Shortly after Glenn Thibeault was appointed Ontario Energy Minister, he was at an Ottawa press conference. When asked about electricity service “disconnections” he feigned ignorance saying, “I continue to drink from the firehose” suggesting he couldn’t answer the question due to the complexity of the portfolio.
One and a half years later, it now appears he knows more than the folks at the Ontario Energy Board (OEB).
Minister Thibeault recently announced he is “launching a review” of the OEB via a panel headed up by Richard Dicerni, a former acting CEO of Ontario Power Generation (appointed to that position by Dwight Duncan when he served as Minister of Energy under Premier McGuinty).
The press release announcing the panel review noted, “The OEB is responsible for establishing energy rates and prices that are reasonable, setting rules for energy companies operating in Ontario, and making the energy system easier to navigate and understand for consumers.”
It also mentioned “The panel will have a broad mandate including reviewing how the OEB can continue to protect consumers amidst a rapidly changing sector, support innovation and new technologies, and how the OEB should be structured and resourced to deliver on its changing role. The panel will seek feedback from the public starting in spring 2018, examine best practices from other jurisdictions and report back to government by the end of 2018.”
OEB under government’s thumb
The OEB was stripped of its authority by Premier Wynne and Minister Thibeault when they decreed, under the Fair Hydro Act, that electricity rates for residential ratepayers would be reduced by 25%. That decree followed 18 directives and letters of instruction to the OEB by a variety of Ontario’s Energy Ministers since 2003. Five of those directives/letters were issued by the current Minister.
So, the question today is, what is the panel likely to find and what are they likely to recommend?

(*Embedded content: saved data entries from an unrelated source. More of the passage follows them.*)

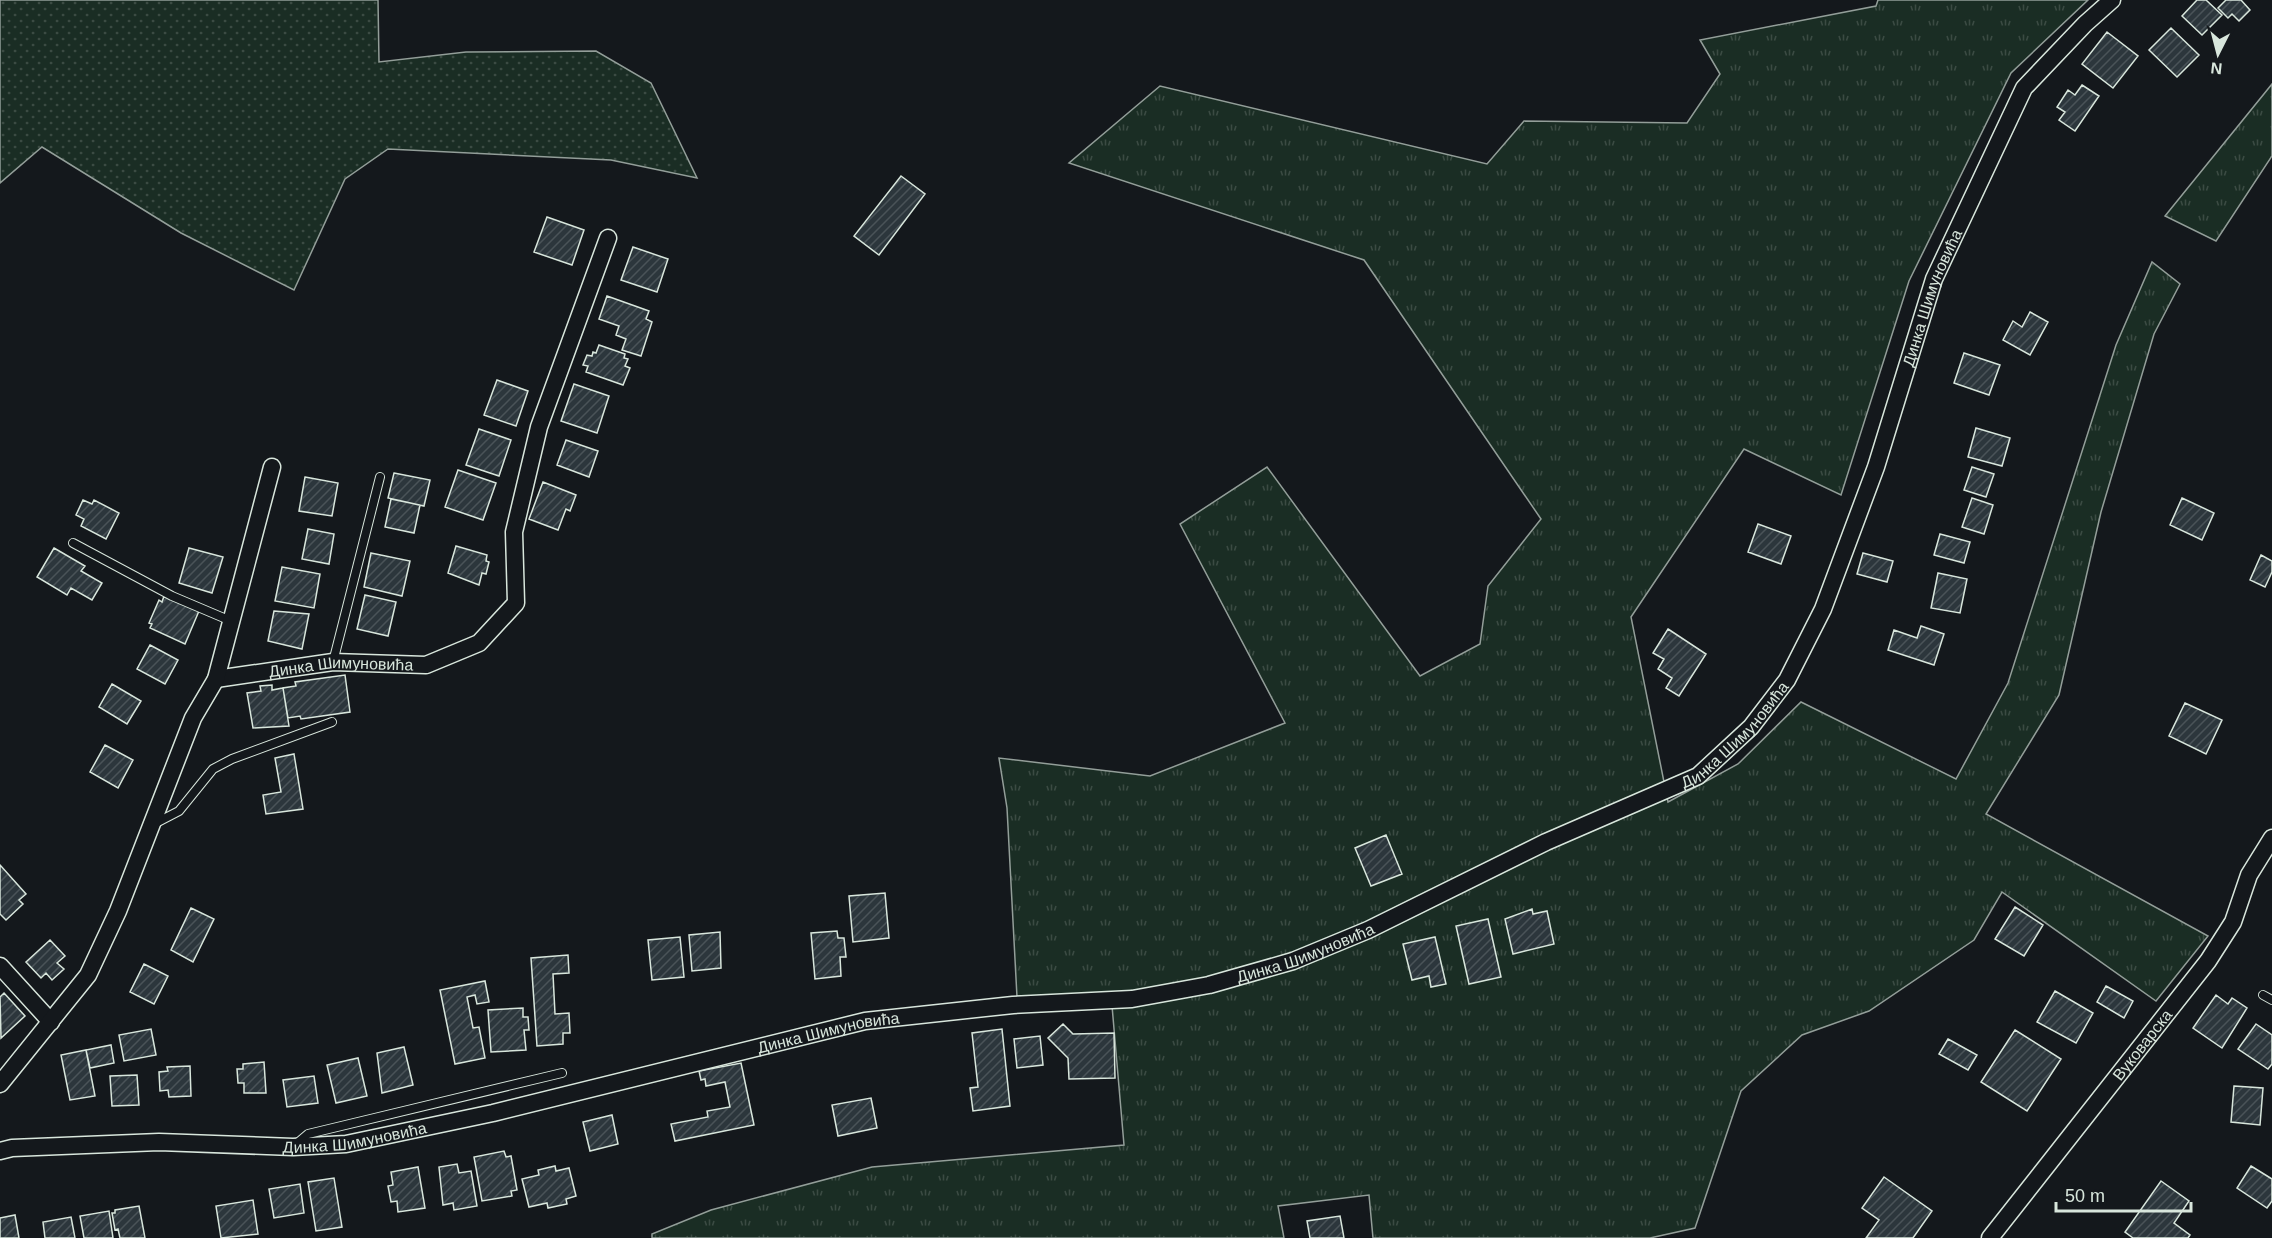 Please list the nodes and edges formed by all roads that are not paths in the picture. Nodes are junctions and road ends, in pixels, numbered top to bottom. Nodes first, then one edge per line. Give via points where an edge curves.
1 (2112, 0) edge
2 (608, 237) dead end
3 (272, 466) dead end
4 (380, 477) dead end
5 (73, 543) dead end
6 (231, 621) junction
7 (333, 662) junction
8 (216, 679) junction
9 (332, 722) dead end
10 (151, 826) junction
11 (2272, 838) edge
12 (0, 966) edge
13 (2264, 995) dead end
14 (2272, 1000) edge
15 (51, 1022) junction
16 (562, 1073) dead end
17 (0, 1084) edge
18 (293, 1147) junction
19 (0, 1151) edge
20 (1990, 1238) edge

1 - 18 street, Динка Шимуновића via 2024,88 1934,279 1876,467 1823,609 1787,680 1751,727 1698,776 1546,842 1368,930 1293,961 1209,985 1132,999 1013,1005 865,1021 407,1132 346,1144
2 - 7 street, Динка Шимуновића via 538,427 514,532 516,603 479,643 426,665
3 - 6 street
4 - 7 lane
5 - 6 lane via 172,596
6 - 8 street
7 - 8 street, Динка Шимуновића
8 - 10 street via 193,718
9 - 10 lane via 232,759 213,770 180,811
10 - 15 street via 88,975
11 - 20 street, Вуковарска via 2249,875 2233,922 2208,961
12 - 15 street
13 - 14 lane
15 - 17 street
16 - 18 lane via 308,1134
18 - 19 street, Динка Шимуновића via 159,1142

More to the point, what won’t they find out?
Ontario ratepayers expecting the panel to find the OEB was responsible for the rate increases we have experienced will be disappointed. If ratepayers expect the panel to recommend the OEB be given back their regulatory authority as one would hope, that won’t happen either, or at least not before the 2018 election is over. The panel, as noted above, has been instructed to report by the end of 2018 or about six months after the upcoming election in June 2018.
As an observer of the electricity portfolio, I think the objective of establishing this panel is it to give the Ontario government talking points to deflect mismanagement. Minister Thibeault’s quote in the press release carried this message: “Utilities and regulators need to respond by renewing their focus on efficiency, reliability, affordability and looking at new cutting-edge ways of keeping electricity consumers as their top priority.”
Never mind that the “focus” of utilities and regulators over the past decade has been to execute policies dictated by their masters—the various Energy Ministers who have arbitrarily decreed their views via directives, specific acts and regulatory changes on how the electricity sector should function.
Down a very long road
When Liberal candidates are questioned about the energy file by media and voters leading up to the election day in June next year, they will surely say we need to wait for the panel conclusions later in the year, and that the government expects the OEB to help us move to an equitable and “fair” price for electricity in the province. They will claim they have told the utilities and the regulators they need to focus on the electricity consumer and that they expect “fairness” will be the outcome!
The panel could become a very useful deflection tool ward off criticism and escape allegations of the harm caused to ratepayers and the Ontario economy.
It is clear the Minister of Energy has learned a lot since his appointment.